__Your goal__: Only the lines from the one containing "Where are all" through the one containing "Find all labels, markers" should be printed, exactly as they appear below, with both ends included.

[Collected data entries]
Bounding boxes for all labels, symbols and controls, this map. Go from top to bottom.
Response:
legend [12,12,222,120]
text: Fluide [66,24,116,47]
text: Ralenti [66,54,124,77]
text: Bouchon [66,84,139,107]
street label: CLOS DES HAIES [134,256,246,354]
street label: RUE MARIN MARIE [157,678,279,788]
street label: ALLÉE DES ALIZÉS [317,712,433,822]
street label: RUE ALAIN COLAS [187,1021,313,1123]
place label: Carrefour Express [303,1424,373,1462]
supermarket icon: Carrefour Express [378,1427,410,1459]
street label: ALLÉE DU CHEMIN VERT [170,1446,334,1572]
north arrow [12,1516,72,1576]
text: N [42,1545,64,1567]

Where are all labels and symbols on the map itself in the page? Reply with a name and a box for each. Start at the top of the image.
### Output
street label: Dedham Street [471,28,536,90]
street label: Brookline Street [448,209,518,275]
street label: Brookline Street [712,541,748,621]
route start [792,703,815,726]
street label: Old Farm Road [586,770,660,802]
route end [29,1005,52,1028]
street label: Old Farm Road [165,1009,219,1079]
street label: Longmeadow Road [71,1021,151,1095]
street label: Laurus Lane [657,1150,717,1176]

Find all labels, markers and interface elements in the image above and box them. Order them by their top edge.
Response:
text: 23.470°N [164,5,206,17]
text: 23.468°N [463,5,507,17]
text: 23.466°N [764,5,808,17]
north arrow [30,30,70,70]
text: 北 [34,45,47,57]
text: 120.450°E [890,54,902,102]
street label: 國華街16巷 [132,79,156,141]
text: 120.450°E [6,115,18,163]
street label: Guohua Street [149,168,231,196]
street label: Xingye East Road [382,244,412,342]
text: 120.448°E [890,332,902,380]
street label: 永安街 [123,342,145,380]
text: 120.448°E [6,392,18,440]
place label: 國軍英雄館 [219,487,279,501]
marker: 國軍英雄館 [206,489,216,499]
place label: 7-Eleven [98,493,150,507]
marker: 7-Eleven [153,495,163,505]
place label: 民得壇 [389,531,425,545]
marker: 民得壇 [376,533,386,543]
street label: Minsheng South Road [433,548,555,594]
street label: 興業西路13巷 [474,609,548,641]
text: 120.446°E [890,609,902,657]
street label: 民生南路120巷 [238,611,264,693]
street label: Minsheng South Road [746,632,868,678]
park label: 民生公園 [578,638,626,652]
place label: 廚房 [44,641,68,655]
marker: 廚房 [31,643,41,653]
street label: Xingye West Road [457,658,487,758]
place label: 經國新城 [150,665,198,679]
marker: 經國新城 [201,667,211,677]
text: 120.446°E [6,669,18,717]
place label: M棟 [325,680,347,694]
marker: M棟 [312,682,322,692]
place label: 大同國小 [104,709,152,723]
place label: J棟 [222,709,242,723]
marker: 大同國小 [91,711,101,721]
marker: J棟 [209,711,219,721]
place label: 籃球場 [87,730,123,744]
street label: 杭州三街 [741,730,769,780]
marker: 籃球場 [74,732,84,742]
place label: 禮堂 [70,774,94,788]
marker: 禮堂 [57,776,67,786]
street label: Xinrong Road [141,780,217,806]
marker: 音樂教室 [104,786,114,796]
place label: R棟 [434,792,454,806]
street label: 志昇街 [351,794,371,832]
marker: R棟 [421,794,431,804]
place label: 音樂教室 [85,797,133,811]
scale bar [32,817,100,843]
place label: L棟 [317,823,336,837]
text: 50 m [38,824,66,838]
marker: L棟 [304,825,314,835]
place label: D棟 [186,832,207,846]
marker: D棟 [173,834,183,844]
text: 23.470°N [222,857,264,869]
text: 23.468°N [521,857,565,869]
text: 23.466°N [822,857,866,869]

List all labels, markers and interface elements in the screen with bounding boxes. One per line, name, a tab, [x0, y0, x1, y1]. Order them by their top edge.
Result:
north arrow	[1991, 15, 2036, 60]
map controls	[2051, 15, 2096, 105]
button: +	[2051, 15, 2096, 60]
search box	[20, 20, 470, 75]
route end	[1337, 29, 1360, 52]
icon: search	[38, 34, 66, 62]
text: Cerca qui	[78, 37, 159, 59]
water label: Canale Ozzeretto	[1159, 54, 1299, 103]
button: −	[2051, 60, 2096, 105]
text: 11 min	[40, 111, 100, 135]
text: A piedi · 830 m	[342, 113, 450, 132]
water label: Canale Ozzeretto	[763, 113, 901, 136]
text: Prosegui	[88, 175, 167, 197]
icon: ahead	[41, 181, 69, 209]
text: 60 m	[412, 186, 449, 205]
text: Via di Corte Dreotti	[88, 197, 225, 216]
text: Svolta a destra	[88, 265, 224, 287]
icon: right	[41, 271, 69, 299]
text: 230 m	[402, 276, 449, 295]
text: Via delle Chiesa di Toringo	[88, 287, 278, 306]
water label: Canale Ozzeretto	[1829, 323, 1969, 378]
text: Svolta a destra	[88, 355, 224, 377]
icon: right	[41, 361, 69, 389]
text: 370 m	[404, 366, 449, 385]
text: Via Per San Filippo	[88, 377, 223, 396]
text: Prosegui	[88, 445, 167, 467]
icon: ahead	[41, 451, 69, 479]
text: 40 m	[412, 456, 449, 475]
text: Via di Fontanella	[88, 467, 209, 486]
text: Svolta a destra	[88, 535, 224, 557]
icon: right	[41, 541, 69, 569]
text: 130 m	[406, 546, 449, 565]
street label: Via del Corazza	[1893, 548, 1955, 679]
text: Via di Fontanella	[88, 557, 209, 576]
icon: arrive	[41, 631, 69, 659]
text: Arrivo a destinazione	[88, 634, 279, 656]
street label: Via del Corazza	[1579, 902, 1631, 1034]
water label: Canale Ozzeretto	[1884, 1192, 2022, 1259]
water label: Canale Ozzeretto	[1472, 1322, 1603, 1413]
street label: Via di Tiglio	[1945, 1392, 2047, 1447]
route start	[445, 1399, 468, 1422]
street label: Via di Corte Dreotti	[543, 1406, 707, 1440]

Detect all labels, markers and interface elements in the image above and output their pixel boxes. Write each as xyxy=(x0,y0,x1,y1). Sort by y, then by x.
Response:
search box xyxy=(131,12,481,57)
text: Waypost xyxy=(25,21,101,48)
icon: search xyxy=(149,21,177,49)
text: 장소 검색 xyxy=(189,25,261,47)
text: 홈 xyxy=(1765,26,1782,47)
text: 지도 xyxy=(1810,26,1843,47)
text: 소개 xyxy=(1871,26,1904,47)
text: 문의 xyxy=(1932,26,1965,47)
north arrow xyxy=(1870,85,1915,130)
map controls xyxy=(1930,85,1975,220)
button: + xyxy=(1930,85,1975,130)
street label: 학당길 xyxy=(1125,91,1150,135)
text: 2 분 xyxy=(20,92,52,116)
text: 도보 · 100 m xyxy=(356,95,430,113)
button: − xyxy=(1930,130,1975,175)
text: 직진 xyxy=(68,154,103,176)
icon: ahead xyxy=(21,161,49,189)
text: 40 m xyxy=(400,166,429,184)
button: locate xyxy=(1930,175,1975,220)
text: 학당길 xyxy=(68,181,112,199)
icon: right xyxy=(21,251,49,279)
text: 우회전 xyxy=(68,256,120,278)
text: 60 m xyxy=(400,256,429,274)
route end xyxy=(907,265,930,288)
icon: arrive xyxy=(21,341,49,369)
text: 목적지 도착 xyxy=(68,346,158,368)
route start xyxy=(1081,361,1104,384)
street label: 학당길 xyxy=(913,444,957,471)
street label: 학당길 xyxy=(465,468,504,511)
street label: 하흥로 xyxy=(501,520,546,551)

__Output for this task__:
Where are all labels and symbols on the map itself in the page? Reply with a name and a box for each. Start at the top of the image.
### Output
street label: Dedham Street [471,28,536,90]
street label: Brookline Street [448,209,518,275]
street label: Brookline Street [712,541,748,621]
route start [792,703,815,726]
street label: Old Farm Road [586,770,660,802]
route end [29,1005,52,1028]
street label: Old Farm Road [165,1009,219,1079]
street label: Longmeadow Road [71,1021,151,1095]
street label: Laurus Lane [657,1150,717,1176]

Find all labels, markers and interface elements in the image above and box them. Order them by their top edge.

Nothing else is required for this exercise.